Top of Provided data

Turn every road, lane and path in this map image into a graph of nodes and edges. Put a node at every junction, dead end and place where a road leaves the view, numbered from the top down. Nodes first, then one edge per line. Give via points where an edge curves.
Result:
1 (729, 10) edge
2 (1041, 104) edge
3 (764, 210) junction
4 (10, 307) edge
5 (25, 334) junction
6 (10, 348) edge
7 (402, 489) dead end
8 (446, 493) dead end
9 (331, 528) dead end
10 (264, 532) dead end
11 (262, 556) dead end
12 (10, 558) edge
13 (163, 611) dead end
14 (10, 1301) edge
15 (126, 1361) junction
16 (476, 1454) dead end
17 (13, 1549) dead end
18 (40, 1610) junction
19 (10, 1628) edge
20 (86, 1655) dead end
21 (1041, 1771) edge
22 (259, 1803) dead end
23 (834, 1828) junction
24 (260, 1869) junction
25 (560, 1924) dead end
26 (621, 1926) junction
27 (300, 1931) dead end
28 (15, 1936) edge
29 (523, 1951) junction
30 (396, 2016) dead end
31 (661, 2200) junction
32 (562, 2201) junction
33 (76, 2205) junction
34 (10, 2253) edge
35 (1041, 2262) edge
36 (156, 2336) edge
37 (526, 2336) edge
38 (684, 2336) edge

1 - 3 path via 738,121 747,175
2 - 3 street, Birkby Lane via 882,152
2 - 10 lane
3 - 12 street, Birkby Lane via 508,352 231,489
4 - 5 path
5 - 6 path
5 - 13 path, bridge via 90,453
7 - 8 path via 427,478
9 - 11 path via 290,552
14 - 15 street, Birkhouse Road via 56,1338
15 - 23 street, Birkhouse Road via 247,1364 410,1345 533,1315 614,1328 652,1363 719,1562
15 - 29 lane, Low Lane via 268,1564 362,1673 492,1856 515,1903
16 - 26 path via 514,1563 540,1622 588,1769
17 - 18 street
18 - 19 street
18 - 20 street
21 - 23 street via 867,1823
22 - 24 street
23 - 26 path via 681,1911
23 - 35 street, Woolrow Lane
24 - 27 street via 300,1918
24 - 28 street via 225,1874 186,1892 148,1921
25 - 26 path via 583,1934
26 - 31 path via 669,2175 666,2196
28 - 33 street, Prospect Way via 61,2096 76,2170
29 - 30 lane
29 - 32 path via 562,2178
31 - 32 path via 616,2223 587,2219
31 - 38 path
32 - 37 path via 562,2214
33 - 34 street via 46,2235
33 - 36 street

Bottom of Provided data

### About this exercise
Find the word "junction" in the listing above, then copy each line where it turns up.

### Result of this task
Turn every road, lane and path in this map image into a graph of nodes and edges. Put a node at every junction, dead end and place where a road leaves the view, numbered from the top down. Nodes first, then one edge per line. Give via points where an edge curves.
3 (764, 210) junction
5 (25, 334) junction
15 (126, 1361) junction
18 (40, 1610) junction
23 (834, 1828) junction
24 (260, 1869) junction
26 (621, 1926) junction
29 (523, 1951) junction
31 (661, 2200) junction
32 (562, 2201) junction
33 (76, 2205) junction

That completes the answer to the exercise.